In the RIST arm, Schetelig noted that every second patient achieved a CR with salvage chemotherapy. The median time to transplantation was 8 weeks. “I would like to highlight that most patients who had not achieved a CR still proceeded to transplantation—72% after sequential conditioning,” he said. In this arm, 93% of patients received transplants by week 17 after random assignment.
The incidence of adverse effects of grade 3 or above was lower in the DISC arm vs the RIST arm, at 23% and 64%, respectively (P < .001). Notably, those in the DISC arm also spent less time in the hospital prior to transplantation vs those in the RIST arm, at a mean of 19 days (range, 7-63) vs 42 days (range, 9-75; P < .001). The mortality rates on day 28 from time of random assignment were 3.6% in the DISC arm vs 1.5% in the RIST arm.
In the DISC arm, 4 patients did not undergo transplant because of death due to sepsis (n = 2), leukemia (n = 1), or a decision against alloHCT (n = 1). In the RIST arm, 6 patients did not undergo alloHCT because of death due to pneumonia (n = 3), immune checkpoint blockade (n = 1), refractory AML (n = 1), or a decision against it (n = 1).

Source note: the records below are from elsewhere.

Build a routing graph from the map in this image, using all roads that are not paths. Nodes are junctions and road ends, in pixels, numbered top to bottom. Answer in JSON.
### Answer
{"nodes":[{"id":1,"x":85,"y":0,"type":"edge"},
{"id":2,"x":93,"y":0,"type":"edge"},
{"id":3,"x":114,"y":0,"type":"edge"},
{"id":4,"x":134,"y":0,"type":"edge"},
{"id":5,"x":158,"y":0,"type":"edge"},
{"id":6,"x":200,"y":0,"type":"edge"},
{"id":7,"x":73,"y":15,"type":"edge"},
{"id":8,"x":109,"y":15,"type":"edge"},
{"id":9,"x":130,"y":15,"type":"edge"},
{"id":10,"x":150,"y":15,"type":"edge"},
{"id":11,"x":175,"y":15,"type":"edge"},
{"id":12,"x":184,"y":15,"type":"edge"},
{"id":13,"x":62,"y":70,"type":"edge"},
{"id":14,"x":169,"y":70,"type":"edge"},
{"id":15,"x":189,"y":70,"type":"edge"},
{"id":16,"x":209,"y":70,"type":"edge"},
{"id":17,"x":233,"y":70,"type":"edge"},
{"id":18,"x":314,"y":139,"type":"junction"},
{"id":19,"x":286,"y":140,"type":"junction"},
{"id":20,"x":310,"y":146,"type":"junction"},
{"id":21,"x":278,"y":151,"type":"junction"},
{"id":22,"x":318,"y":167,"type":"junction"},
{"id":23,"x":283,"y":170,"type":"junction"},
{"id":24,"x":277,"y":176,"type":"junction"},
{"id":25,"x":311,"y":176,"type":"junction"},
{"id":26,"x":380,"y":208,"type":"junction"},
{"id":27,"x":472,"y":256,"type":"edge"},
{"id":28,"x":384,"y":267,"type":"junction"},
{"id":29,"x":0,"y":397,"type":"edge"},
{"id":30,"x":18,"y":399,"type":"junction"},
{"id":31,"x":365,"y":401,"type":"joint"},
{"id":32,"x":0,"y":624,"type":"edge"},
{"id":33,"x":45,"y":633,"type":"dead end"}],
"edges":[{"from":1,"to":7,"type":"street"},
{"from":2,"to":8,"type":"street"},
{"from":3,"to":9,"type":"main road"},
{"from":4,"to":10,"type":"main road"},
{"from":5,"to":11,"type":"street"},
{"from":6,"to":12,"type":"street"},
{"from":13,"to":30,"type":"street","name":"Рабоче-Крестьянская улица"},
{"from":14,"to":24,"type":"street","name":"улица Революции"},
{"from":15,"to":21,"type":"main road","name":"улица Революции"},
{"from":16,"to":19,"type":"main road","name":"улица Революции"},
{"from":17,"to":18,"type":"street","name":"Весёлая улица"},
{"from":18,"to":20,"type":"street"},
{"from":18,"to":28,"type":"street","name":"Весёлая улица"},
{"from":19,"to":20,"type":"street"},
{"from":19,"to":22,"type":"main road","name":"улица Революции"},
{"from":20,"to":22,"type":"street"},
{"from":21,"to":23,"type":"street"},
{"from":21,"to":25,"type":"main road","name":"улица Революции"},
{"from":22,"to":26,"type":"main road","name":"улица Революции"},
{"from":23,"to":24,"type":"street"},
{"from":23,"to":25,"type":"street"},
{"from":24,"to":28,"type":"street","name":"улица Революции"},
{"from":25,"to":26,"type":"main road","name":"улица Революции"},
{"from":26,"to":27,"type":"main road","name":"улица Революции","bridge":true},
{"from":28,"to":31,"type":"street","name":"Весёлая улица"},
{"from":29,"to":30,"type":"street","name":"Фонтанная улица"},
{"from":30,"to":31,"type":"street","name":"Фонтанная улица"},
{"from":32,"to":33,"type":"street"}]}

Time to discharge and in-hospital mortality did not differ between the 2 arms, Schetelig added. “A more general conclusion and forward-looking statement is that the benefit of any treatment [aimed] at better results after allogeneic transplantation by inducing a CR prior to transplantation should be demonstrated in prospective clinical trials,” Schetelig said.